TASK BRIEF - Tell how many lines in the data below hold the string "Türkmenbaşy"; give nothing but the number.
^^^^^^^^
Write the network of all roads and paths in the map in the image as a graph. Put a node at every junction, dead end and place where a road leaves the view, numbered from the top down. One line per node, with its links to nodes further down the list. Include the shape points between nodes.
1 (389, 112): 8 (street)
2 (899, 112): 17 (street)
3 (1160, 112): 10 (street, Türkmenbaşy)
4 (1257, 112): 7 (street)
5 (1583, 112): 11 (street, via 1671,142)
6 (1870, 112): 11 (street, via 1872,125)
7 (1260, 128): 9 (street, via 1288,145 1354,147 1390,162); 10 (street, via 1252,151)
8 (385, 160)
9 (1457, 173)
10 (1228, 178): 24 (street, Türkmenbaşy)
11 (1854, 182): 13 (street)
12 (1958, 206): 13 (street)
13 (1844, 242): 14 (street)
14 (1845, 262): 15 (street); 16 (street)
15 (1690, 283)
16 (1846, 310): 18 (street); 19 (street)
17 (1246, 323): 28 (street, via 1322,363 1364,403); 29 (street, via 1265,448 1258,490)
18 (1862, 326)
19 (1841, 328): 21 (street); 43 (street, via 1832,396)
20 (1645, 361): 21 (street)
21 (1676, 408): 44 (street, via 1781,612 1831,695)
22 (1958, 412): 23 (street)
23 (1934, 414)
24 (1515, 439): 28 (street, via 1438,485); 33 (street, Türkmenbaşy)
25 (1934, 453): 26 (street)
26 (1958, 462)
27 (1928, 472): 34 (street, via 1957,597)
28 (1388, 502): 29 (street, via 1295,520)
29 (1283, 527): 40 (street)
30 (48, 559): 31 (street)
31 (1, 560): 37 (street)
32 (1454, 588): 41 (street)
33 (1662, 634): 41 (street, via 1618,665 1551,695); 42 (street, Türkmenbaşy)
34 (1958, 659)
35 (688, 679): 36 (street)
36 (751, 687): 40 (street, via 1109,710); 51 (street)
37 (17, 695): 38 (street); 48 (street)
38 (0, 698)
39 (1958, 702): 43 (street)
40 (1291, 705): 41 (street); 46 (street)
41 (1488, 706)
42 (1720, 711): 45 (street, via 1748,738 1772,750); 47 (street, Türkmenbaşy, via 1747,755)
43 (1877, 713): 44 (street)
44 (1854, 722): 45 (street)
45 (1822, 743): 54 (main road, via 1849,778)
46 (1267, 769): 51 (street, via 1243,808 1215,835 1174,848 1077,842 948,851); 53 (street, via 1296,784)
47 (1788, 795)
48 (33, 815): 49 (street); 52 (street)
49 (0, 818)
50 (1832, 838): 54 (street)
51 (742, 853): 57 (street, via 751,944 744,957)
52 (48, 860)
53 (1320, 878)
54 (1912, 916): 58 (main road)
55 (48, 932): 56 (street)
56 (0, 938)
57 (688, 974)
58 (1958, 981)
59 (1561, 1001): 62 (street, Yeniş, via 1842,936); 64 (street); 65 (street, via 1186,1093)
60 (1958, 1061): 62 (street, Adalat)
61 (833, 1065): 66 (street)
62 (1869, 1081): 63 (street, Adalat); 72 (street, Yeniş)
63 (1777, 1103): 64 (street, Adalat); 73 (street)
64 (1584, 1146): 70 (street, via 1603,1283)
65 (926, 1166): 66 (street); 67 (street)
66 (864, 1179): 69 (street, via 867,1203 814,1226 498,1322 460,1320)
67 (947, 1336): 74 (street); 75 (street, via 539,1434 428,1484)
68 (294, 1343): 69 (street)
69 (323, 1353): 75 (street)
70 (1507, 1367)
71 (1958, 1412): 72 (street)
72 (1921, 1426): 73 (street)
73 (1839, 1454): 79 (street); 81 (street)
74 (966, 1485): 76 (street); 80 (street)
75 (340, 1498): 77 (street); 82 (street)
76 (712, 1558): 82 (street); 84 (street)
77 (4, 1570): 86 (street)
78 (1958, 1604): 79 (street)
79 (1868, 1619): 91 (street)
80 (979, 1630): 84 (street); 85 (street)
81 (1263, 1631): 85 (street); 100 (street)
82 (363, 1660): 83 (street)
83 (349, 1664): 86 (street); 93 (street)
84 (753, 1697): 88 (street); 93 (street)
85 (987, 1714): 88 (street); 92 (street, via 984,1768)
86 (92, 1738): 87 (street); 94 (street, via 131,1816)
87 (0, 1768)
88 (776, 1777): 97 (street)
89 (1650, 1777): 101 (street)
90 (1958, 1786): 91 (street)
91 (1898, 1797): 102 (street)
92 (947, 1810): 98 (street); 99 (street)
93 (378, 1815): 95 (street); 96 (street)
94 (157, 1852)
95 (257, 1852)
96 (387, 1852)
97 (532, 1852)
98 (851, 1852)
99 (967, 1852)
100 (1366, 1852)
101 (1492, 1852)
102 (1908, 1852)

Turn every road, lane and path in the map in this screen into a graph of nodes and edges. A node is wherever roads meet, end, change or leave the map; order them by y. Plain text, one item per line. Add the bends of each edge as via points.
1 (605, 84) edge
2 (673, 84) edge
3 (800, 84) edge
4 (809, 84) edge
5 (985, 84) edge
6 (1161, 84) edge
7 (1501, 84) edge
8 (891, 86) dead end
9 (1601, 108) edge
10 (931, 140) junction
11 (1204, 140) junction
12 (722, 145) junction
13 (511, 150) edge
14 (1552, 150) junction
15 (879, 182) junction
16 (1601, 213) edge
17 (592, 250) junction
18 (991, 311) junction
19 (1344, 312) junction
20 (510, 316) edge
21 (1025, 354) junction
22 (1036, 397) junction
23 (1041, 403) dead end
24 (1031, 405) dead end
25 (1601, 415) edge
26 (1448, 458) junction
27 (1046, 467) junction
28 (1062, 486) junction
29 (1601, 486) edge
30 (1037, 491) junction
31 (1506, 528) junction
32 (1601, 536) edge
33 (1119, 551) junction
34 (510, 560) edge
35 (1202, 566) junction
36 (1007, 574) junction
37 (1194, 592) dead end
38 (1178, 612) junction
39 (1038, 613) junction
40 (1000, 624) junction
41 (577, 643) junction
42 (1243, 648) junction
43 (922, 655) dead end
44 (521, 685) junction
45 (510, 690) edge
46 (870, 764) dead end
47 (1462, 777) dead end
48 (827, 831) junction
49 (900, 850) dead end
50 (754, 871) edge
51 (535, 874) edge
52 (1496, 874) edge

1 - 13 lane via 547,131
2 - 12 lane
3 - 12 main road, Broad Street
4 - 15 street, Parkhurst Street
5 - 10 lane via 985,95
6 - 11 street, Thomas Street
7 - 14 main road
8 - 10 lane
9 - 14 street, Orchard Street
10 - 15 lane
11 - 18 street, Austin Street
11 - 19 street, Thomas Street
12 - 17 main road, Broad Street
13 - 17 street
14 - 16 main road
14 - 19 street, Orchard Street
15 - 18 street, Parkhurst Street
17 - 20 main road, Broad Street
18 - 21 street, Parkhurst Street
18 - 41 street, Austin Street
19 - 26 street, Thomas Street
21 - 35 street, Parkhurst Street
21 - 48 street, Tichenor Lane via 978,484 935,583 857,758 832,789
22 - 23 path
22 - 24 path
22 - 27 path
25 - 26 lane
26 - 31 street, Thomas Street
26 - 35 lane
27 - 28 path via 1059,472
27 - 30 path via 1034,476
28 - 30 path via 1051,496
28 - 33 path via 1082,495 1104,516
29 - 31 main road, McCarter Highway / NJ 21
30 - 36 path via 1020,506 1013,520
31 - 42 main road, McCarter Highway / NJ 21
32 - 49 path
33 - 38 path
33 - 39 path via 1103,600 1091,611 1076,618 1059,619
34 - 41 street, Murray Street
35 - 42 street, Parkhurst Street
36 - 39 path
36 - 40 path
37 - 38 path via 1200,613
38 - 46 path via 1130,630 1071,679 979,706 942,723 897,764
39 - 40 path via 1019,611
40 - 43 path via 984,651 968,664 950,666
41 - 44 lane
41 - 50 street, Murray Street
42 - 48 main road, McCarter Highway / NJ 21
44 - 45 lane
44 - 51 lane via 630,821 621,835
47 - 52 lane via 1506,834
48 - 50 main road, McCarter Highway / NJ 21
^^^^^^^^
FINISHED EXERCISE - 5